* [Task instructions]:
Copy out each line of the data that holds the string "Qoblan".
..............................
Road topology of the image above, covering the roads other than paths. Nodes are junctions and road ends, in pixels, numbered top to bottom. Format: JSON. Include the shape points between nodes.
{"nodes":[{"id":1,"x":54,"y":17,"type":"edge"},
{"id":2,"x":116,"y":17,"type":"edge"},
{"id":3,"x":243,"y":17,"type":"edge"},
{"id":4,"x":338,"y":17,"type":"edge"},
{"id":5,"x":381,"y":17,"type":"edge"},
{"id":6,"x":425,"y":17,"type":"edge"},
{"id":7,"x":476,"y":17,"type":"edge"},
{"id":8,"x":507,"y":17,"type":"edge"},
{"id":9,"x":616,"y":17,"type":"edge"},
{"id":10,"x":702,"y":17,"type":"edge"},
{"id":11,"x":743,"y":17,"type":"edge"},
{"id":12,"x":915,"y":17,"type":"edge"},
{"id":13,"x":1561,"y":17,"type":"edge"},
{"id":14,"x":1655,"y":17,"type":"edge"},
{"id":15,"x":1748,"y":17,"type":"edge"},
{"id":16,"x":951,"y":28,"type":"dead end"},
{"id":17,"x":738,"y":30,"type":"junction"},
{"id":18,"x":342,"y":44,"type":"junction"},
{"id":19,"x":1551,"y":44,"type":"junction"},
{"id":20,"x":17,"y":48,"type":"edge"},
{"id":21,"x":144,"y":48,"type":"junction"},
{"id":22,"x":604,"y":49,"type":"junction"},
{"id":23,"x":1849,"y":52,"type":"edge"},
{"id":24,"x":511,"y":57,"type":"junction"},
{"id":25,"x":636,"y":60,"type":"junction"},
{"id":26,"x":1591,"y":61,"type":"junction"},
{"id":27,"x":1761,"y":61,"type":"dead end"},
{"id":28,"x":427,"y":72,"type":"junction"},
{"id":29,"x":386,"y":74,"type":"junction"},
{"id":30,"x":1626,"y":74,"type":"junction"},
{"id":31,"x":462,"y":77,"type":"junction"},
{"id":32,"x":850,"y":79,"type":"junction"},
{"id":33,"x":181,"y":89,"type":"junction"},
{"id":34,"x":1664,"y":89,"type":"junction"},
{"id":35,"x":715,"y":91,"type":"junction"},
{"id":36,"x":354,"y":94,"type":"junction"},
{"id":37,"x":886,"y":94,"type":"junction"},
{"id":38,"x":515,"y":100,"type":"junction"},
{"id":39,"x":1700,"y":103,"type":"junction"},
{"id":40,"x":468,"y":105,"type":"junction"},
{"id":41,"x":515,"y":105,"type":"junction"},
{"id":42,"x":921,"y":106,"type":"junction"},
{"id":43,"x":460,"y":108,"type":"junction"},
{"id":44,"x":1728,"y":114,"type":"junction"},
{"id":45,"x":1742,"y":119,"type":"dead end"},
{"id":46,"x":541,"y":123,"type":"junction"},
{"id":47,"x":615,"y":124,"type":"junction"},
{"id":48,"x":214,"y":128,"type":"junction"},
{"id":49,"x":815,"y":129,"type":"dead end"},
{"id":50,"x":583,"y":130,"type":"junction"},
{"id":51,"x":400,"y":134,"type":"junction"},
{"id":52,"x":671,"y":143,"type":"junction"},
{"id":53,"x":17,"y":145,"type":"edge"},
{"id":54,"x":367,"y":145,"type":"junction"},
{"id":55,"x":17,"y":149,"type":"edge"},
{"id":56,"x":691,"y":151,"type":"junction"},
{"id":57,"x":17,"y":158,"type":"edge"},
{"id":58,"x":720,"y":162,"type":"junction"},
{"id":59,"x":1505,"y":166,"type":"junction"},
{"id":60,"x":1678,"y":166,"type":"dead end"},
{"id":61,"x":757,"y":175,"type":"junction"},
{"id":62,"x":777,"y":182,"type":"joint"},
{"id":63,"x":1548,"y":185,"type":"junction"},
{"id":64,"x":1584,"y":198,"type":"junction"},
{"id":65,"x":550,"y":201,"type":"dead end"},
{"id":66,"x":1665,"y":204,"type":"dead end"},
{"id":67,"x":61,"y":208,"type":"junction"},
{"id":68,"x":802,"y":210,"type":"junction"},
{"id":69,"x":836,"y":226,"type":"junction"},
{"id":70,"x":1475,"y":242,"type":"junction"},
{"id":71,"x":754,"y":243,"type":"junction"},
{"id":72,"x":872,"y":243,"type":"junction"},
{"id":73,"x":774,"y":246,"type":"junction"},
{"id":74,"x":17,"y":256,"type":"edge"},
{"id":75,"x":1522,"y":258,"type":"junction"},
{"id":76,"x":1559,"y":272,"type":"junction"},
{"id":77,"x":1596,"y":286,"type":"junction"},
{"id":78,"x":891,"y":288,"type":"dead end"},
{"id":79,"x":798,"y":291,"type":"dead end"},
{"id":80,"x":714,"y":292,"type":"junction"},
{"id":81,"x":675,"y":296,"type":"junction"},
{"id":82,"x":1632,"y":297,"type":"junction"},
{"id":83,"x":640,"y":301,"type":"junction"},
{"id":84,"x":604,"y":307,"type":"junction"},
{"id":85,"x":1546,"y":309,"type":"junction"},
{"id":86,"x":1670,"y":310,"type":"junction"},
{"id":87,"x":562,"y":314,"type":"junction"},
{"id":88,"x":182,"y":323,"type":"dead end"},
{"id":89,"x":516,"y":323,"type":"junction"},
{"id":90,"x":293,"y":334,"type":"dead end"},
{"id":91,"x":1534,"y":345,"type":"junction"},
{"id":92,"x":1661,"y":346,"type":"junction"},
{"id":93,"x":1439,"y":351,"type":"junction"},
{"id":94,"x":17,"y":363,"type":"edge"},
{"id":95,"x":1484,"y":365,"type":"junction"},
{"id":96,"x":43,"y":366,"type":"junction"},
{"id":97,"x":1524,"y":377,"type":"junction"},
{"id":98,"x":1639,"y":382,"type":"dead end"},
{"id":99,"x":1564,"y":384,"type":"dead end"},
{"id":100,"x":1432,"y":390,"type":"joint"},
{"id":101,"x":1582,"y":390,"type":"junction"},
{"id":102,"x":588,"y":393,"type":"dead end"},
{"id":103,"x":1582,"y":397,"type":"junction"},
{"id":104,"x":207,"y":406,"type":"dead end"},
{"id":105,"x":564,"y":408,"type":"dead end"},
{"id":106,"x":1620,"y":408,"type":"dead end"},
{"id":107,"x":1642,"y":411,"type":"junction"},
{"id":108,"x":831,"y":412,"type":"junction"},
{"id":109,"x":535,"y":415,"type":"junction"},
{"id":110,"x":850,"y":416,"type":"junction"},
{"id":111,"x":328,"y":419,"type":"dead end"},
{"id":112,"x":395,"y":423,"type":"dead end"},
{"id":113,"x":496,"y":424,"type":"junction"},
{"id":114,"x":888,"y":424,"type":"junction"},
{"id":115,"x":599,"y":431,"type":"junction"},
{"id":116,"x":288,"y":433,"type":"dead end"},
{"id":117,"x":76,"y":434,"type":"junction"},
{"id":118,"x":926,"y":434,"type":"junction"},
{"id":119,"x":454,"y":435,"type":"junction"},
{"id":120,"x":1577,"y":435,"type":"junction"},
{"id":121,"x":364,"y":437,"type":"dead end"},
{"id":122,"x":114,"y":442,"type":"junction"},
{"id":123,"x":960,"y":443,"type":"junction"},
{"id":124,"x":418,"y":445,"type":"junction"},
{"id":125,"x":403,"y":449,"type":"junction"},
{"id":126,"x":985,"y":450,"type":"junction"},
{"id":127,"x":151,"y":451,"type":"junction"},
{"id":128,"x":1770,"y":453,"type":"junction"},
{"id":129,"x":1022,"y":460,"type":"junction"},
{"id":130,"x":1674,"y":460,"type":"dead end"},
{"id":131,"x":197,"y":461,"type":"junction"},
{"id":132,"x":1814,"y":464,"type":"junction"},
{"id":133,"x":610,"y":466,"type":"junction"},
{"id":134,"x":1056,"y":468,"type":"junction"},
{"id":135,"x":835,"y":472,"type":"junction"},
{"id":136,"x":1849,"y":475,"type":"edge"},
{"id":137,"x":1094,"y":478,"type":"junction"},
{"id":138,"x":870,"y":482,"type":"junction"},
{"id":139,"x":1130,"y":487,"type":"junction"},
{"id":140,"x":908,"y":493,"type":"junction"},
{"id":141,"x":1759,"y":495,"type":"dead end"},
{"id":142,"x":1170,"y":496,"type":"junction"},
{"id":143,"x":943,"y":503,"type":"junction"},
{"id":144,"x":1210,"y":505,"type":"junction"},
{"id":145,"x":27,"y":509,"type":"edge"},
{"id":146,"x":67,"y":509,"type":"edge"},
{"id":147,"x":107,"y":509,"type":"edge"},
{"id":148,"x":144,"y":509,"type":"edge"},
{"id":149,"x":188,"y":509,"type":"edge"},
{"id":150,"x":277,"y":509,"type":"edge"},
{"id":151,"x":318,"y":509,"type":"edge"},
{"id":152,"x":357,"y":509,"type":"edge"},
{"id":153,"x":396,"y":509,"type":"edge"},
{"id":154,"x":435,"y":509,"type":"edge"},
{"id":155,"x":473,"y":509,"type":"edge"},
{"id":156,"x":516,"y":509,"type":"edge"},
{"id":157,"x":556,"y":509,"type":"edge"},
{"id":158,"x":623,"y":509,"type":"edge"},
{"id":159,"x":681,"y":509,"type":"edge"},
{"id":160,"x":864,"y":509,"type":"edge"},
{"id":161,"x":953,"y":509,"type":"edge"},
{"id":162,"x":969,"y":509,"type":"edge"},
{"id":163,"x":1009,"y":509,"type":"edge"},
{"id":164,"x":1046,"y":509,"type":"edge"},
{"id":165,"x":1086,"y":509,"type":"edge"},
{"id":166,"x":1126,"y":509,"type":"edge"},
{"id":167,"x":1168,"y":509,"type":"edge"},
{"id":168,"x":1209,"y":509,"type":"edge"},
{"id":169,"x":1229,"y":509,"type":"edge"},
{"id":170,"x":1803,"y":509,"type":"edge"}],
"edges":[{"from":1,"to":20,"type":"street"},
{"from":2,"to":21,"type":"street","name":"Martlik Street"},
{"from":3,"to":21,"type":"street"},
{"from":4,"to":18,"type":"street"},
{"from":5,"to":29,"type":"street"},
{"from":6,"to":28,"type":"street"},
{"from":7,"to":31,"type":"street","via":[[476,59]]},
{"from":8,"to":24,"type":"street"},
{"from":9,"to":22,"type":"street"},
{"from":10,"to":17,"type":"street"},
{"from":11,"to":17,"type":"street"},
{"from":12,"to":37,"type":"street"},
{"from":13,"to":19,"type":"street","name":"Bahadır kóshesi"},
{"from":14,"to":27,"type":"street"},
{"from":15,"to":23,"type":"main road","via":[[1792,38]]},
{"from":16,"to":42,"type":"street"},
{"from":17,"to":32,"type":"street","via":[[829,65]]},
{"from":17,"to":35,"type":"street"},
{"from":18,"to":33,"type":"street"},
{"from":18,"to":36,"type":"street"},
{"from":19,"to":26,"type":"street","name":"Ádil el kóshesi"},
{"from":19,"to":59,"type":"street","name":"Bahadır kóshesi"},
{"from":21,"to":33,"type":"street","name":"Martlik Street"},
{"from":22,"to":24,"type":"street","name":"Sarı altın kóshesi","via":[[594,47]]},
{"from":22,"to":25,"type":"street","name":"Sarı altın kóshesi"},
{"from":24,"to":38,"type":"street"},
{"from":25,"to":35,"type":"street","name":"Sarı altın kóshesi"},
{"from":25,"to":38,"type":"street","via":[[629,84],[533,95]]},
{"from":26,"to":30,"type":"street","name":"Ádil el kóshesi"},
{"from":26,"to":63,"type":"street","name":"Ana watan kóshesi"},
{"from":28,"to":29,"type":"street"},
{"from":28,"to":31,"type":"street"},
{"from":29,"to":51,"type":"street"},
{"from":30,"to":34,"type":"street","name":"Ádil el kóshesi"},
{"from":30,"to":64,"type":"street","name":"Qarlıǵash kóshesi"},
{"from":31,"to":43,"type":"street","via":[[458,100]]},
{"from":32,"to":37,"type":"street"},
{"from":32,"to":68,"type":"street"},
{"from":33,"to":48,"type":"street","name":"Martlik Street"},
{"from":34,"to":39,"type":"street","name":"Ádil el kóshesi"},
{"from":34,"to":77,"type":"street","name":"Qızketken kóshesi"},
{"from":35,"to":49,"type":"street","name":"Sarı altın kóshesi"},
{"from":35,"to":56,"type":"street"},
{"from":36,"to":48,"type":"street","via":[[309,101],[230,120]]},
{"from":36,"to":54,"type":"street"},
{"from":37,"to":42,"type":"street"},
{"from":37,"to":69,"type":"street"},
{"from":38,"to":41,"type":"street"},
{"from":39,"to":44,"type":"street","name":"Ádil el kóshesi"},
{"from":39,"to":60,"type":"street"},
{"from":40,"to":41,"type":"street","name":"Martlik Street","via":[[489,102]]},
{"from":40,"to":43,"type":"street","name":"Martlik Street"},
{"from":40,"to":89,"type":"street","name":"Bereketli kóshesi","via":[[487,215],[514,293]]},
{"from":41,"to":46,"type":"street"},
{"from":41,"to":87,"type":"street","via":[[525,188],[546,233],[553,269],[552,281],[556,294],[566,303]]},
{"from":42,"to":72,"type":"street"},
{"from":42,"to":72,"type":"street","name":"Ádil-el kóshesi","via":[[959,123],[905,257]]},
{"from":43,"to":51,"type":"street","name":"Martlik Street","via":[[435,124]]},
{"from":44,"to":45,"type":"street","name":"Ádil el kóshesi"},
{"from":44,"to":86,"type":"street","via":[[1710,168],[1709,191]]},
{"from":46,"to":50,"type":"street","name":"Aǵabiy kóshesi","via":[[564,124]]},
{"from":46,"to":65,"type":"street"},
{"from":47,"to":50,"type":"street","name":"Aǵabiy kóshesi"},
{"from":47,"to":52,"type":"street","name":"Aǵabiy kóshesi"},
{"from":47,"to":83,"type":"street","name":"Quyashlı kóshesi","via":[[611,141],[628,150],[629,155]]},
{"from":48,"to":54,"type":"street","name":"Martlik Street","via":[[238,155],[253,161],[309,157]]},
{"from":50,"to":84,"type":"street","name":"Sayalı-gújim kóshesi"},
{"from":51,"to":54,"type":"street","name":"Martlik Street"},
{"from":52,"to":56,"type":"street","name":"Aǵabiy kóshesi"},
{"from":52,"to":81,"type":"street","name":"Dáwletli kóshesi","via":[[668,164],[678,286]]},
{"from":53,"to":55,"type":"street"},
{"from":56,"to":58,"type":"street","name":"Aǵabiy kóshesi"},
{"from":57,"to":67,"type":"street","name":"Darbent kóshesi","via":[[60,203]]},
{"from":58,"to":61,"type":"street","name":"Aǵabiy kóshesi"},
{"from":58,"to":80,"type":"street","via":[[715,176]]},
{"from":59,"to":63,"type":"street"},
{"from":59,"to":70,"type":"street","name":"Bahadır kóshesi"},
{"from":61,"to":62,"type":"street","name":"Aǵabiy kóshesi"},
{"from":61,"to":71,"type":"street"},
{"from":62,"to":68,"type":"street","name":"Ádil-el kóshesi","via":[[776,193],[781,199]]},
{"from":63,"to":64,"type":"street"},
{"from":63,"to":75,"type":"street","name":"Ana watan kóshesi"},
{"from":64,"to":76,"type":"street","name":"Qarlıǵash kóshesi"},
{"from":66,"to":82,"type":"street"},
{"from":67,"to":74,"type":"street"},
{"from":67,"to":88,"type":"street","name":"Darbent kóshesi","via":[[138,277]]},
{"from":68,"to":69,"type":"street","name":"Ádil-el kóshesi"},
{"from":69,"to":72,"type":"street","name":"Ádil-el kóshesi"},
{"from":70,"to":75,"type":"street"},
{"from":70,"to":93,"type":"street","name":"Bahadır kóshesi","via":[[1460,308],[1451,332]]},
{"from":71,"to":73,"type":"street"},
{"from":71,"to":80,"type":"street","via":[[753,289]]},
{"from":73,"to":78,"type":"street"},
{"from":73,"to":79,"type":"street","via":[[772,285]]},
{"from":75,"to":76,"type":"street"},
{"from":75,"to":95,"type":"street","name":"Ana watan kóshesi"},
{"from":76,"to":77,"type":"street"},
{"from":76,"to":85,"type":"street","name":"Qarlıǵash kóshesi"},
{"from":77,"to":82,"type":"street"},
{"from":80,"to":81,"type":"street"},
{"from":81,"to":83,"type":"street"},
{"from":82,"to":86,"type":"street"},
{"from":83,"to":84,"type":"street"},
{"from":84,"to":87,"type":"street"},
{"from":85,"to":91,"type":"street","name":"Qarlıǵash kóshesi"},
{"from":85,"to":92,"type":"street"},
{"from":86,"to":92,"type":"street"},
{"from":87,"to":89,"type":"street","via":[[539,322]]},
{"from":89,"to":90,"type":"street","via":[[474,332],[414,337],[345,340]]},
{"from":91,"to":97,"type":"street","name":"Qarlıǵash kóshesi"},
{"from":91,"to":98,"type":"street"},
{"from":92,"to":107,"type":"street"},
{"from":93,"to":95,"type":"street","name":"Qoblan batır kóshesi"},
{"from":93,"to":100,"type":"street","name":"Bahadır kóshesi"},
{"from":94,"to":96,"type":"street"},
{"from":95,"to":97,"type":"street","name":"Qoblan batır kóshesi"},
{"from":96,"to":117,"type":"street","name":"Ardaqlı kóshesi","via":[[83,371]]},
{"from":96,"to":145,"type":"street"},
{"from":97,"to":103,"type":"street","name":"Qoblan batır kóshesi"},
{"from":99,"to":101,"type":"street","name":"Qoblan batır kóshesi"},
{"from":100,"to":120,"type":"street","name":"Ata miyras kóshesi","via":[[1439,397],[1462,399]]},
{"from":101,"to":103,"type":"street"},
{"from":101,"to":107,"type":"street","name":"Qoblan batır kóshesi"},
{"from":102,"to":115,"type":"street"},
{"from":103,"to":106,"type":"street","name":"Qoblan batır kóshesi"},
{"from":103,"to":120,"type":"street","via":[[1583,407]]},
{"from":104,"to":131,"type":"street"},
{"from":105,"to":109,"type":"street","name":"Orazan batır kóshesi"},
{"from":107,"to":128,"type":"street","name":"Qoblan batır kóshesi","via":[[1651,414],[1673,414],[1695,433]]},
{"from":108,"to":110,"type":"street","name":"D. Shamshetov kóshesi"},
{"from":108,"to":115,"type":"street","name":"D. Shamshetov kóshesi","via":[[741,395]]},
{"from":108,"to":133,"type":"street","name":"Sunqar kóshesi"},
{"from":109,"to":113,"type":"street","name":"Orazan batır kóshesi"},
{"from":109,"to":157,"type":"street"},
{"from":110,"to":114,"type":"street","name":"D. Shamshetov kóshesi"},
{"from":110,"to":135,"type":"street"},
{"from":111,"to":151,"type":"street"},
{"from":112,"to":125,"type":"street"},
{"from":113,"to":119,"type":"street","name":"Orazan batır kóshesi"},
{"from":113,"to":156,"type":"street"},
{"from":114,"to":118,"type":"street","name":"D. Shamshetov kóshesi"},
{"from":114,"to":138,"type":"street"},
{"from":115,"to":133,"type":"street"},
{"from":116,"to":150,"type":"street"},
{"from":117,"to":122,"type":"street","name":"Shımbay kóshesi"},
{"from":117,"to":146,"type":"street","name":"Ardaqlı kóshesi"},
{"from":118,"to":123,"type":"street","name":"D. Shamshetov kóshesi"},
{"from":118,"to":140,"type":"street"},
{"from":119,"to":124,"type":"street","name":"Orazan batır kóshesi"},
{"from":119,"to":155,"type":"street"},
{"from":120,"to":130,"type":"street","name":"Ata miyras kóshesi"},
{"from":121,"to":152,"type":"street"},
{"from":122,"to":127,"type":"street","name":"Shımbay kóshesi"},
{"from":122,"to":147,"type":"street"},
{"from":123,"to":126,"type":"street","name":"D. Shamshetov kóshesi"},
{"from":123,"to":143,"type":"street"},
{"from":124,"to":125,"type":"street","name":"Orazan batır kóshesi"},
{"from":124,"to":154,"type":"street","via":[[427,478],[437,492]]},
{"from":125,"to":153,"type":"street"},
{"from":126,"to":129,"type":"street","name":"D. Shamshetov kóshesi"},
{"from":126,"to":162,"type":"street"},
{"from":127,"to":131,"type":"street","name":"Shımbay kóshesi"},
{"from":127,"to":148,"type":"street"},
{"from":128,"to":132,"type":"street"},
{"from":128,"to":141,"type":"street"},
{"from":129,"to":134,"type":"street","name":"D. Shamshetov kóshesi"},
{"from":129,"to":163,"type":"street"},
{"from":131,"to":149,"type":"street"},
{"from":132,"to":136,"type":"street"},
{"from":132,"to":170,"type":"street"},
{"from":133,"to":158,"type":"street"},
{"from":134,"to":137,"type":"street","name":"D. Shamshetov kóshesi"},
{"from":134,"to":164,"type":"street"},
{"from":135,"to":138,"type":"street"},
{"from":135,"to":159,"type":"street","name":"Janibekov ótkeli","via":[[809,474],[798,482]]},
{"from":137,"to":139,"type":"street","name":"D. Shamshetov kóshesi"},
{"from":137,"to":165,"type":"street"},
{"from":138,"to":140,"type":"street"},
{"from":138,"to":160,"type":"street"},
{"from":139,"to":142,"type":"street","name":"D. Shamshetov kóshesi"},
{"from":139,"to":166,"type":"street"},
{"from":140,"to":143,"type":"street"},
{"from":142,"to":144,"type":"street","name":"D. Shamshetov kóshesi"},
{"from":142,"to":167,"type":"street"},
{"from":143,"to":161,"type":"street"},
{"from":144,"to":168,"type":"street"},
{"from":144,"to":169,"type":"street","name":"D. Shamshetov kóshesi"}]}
..............................
* [Problem solution]:
{"from":93,"to":95,"type":"street","name":"Qoblan batır kóshesi"},
{"from":95,"to":97,"type":"street","name":"Qoblan batır kóshesi"},
{"from":97,"to":103,"type":"street","name":"Qoblan batır kóshesi"},
{"from":99,"to":101,"type":"street","name":"Qoblan batır kóshesi"},
{"from":101,"to":107,"type":"street","name":"Qoblan batır kóshesi"},
{"from":103,"to":106,"type":"street","name":"Qoblan batır kóshesi"},
{"from":107,"to":128,"type":"street","name":"Qoblan batır kóshesi","via":[[1651,414],[1673,414],[1695,433]]},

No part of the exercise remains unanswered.